YOUR TASK
For the data below, please report each line where the word "Fulda" is found.

═══

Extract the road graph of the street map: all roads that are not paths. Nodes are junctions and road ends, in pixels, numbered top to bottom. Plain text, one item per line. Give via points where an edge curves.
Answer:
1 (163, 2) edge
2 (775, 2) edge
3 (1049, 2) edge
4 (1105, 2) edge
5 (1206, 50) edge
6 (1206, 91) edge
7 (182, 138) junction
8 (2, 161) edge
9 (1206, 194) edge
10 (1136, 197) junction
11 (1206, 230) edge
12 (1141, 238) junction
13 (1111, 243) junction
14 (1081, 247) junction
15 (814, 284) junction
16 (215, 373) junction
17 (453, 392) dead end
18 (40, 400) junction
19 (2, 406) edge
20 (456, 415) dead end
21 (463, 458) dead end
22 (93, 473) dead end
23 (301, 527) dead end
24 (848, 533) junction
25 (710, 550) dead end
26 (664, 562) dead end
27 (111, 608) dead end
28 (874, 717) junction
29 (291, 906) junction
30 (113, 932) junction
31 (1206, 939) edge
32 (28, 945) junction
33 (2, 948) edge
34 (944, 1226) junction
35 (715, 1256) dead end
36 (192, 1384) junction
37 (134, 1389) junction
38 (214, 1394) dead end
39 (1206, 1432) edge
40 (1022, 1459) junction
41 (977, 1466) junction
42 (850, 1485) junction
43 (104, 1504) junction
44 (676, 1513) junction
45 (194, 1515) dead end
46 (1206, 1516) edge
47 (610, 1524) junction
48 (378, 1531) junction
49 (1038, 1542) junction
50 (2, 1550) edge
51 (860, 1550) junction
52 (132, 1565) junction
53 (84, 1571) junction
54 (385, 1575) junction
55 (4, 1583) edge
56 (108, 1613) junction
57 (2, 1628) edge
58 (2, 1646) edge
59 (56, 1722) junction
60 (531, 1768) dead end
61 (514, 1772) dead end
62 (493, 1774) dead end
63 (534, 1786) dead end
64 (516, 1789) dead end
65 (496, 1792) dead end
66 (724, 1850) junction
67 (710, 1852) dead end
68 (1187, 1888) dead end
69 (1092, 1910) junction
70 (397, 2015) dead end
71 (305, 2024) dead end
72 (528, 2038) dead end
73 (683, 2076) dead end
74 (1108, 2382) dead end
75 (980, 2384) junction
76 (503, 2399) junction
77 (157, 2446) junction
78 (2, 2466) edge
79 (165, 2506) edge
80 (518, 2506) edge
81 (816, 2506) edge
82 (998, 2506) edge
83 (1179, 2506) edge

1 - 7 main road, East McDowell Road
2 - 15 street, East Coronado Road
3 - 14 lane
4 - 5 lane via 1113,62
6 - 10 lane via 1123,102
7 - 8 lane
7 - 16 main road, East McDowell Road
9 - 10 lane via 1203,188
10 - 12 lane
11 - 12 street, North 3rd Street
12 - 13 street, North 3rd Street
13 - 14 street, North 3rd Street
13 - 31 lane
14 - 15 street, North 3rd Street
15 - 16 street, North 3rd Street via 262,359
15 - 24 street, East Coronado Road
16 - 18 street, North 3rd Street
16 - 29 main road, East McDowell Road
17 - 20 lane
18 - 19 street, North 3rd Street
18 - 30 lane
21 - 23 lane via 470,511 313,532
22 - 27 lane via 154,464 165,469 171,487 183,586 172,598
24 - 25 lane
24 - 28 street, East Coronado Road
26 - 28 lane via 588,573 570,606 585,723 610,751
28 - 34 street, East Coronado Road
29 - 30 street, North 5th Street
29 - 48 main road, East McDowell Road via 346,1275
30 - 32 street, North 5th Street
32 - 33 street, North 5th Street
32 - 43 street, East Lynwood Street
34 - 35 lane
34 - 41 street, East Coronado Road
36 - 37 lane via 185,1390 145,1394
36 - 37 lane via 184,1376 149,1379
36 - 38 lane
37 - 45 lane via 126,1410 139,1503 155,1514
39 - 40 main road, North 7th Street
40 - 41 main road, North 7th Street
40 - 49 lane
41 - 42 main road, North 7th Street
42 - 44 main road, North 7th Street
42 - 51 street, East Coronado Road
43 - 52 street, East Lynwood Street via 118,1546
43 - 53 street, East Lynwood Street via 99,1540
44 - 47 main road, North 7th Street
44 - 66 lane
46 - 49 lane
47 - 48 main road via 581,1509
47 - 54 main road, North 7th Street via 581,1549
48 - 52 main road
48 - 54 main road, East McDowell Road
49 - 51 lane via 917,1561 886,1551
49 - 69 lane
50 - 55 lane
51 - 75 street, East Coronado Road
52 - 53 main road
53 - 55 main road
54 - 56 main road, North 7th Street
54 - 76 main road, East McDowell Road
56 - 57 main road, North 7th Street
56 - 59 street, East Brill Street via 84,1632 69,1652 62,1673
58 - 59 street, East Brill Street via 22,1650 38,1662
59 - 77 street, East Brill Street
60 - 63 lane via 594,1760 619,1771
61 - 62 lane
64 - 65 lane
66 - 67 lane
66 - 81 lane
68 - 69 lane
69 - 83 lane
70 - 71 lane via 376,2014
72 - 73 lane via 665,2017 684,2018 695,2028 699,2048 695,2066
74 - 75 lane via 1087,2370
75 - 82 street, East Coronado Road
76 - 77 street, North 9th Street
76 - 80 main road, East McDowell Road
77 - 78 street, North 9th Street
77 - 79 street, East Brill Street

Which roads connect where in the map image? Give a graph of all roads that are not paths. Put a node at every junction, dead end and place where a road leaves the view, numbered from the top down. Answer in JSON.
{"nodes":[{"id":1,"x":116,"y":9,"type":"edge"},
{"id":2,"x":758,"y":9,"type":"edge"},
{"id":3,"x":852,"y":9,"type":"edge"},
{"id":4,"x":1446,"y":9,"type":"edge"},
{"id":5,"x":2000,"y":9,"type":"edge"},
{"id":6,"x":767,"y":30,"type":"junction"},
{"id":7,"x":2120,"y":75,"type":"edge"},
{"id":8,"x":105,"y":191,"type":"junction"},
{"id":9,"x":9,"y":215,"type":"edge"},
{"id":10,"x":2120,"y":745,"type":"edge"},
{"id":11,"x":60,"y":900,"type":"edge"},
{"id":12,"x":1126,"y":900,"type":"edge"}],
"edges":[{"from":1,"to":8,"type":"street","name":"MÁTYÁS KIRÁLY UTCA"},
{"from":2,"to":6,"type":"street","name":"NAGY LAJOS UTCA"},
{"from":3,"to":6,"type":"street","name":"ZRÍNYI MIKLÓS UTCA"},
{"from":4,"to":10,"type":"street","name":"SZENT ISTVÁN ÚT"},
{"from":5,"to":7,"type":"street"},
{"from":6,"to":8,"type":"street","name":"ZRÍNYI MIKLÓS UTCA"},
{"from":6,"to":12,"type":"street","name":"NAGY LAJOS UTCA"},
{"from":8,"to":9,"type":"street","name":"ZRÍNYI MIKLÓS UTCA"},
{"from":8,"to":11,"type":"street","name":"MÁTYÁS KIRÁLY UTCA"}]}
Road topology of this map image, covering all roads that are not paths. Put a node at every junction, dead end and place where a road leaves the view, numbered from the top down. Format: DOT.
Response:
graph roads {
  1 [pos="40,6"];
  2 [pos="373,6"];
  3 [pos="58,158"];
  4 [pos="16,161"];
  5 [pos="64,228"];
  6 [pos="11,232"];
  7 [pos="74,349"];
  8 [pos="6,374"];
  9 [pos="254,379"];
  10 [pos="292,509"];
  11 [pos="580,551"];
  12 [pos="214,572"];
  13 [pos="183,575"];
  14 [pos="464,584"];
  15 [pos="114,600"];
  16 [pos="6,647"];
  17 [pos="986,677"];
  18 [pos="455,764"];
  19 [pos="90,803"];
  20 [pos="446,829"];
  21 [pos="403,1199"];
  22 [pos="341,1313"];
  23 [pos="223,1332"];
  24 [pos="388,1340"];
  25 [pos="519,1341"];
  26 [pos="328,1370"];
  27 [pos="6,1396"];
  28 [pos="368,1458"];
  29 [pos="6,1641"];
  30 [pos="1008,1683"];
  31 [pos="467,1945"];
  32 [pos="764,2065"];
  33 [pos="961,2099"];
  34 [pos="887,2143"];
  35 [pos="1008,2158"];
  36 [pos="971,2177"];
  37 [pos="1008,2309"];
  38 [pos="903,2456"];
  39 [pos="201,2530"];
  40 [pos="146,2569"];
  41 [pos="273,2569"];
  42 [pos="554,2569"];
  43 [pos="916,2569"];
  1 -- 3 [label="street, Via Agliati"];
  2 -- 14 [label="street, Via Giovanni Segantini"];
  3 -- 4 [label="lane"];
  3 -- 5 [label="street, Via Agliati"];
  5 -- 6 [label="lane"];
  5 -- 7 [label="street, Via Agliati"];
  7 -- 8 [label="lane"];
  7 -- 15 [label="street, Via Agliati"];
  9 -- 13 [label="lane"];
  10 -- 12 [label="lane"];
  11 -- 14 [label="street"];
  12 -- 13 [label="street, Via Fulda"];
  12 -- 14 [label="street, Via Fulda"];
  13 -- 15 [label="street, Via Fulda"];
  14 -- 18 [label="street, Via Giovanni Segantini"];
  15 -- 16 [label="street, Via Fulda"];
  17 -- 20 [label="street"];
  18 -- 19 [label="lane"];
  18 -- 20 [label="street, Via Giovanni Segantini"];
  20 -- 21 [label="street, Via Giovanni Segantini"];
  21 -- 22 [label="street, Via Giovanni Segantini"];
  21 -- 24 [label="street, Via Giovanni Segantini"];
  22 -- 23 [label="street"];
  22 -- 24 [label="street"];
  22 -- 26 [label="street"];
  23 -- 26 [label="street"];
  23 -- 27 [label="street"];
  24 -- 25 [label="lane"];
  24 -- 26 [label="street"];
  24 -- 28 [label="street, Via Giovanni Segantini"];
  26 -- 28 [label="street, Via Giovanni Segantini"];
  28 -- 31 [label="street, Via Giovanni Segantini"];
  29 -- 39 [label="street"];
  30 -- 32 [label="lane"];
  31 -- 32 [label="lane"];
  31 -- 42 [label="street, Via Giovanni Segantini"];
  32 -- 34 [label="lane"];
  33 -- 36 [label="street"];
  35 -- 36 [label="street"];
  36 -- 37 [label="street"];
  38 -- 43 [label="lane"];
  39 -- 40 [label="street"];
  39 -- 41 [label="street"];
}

═══

WRITTEN ANSWER
  12 -- 13 [label="street, Via Fulda"];
  12 -- 14 [label="street, Via Fulda"];
  13 -- 15 [label="street, Via Fulda"];
  15 -- 16 [label="street, Via Fulda"];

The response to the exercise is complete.